Insertion of venous access devices (VAD) is usually considered a procedure with low risk of bleeding. Nonetheless, insertion of some devices is invasive enough to be associated with bleeding, especially in patients with previous coagulopathy or in treatment with antithrombotic drugs for cardiovascular disease. The current practices of platelet/plasma transfusion in coagulopathic patients and of temporary suspension of the antithrombotic treatment before VAD insertion are based on local policies and are often inadequately supported by evidence, since many of the clinical studies on this topic are not recent and are not of high quality.

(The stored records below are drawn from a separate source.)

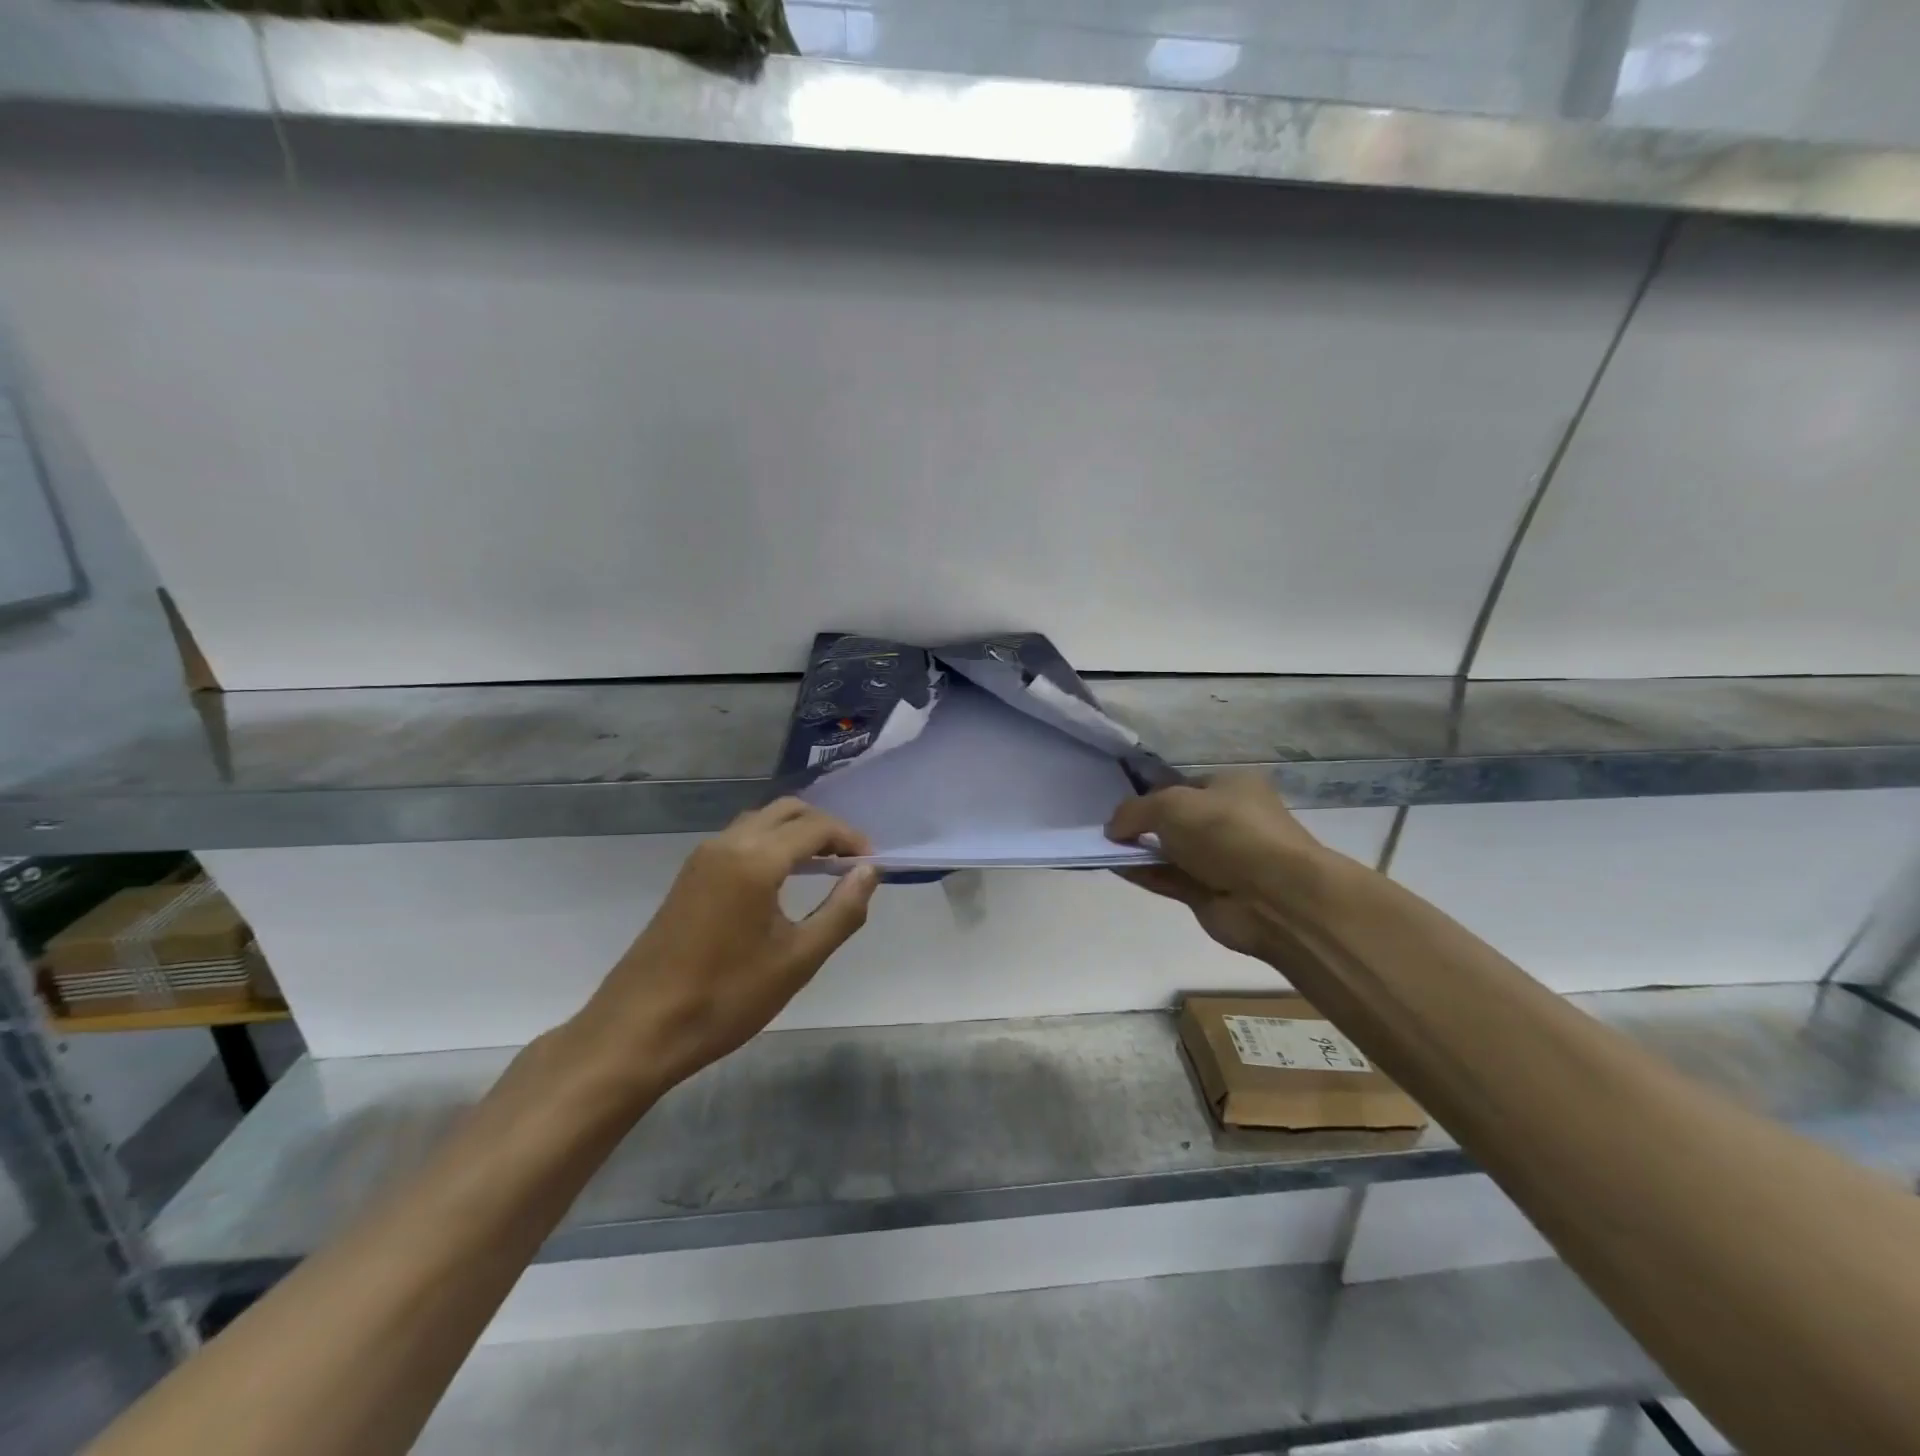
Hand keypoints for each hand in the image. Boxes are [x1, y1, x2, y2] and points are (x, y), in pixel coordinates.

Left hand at [572, 800, 878, 1097]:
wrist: (639, 1029)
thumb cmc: (726, 997)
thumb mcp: (798, 960)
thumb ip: (841, 911)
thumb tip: (869, 872)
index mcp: (755, 860)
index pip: (816, 827)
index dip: (850, 839)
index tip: (872, 864)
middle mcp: (727, 844)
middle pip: (787, 811)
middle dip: (825, 828)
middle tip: (851, 861)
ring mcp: (702, 858)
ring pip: (761, 822)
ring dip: (796, 833)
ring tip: (824, 868)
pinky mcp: (689, 876)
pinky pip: (740, 839)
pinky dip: (771, 844)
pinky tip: (783, 880)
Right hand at [1105, 772, 1350, 959]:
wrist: (1274, 896)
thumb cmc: (1226, 831)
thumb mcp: (1170, 805)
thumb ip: (1133, 811)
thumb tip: (1112, 828)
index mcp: (1232, 786)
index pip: (1183, 787)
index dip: (1151, 795)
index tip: (1122, 809)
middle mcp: (1229, 820)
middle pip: (1176, 820)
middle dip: (1144, 825)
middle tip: (1111, 831)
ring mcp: (1221, 860)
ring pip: (1171, 852)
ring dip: (1140, 851)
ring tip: (1104, 849)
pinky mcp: (1210, 894)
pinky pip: (1169, 879)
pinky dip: (1144, 874)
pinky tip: (1116, 868)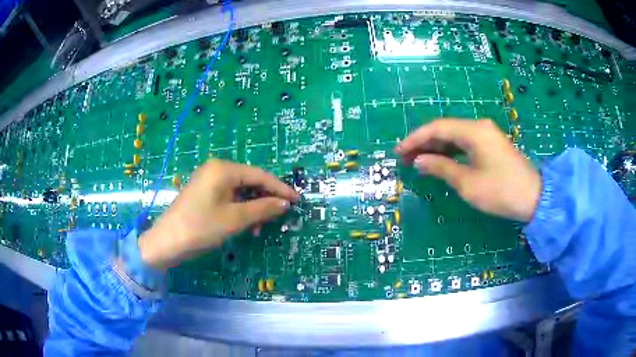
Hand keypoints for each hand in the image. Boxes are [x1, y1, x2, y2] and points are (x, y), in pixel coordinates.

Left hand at [138, 160, 298, 269]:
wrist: (166, 242)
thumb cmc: (201, 228)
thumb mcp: (234, 219)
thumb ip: (262, 209)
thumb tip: (284, 203)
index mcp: (223, 169)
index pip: (259, 175)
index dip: (280, 188)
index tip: (297, 200)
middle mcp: (216, 169)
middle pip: (249, 181)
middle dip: (264, 200)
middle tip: (278, 217)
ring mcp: (208, 180)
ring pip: (239, 191)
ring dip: (252, 208)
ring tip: (257, 228)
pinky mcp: (203, 192)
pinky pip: (228, 197)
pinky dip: (239, 209)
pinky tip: (243, 224)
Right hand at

Furthermore, the protocols of antithrombotic treatment have changed during the last decade, after the introduction of new oral anticoagulant drugs. Though some guidelines address some of these issues in relation with specific procedures (port insertion, etc.), no evidence-based document covering all the aspects of this clinical problem is currently available. Thus, the Italian Group of Venous Access Devices (GAVeCeLT) has decided to develop a consensus on the management of antithrombotic treatment and bleeding disorders in patients requiring VADs. After a systematic review of the available evidence, the panel of the consensus (which included vascular access specialists, surgeons, intensivists, anesthetists, cardiologists, vascular medicine experts, nephrologists, infective disease specialists, and thrombotic disease specialists) has structured the final recommendations as detailed answers to three sets of questions: (1) which is an appropriate classification of VAD-related procedures based on the specific bleeding risk? (2) Which is the appropriate management of the patient with bleeding disorders candidate to VAD insertion/removal? (3) Which is the appropriate management of the patient on antithrombotic treatment candidate to VAD insertion/removal? Only statements reaching a complete agreement were included in the final recommendations, and all recommendations were offered in a clear and synthetic list, so to be easily translated into clinical practice.

摘要

血管内装置(VAD)的插入通常被认为是一种出血风险较低的操作。然而,某些装置的插入具有足够的侵入性,可能与出血相关,尤其是在有先前凝血障碍或正在接受心血管疾病抗血栓治疗的患者中。目前,在有凝血障碍的患者中进行血小板/血浆输注以及在 VAD 插入前暂时停止抗血栓治疗的做法是基于当地政策的,并且通常没有得到充分的证据支持,因为许多关于这个主题的临床研究不是最近的,也不是高质量的。此外,在过去十年中,新型口服抗凝药物的出现改变了抗血栓治疗方案。尽管一些指南针对特定操作(如端口插入等)涉及到其中一些问题,但目前尚无涵盖这个临床问题所有方面的基于证据的文件。因此,意大利静脉通路装置小组(GAVeCeLT)决定就需要 VAD 的患者的抗血栓治疗和出血障碍管理达成共识。在对现有证据进行系统回顾后,共识小组(包括血管通路专家、外科医生、重症监护专家、麻醉师、心脏病专家、血管医学专家、肾病学家、传染病专家和血栓疾病专家)将最终建议组织为对三组问题的详细回答:(1)基于特定出血风险,VAD 相关操作的适当分类是什么?(2)有出血障碍且适合 VAD 插入/移除的患者应如何管理?(3)正在接受抗血栓治疗且适合 VAD 插入/移除的患者应如何管理?仅包括达成完全一致的陈述被纳入最终建议,并且所有建议都以清晰和综合的列表形式提供,以便于转化为临床实践。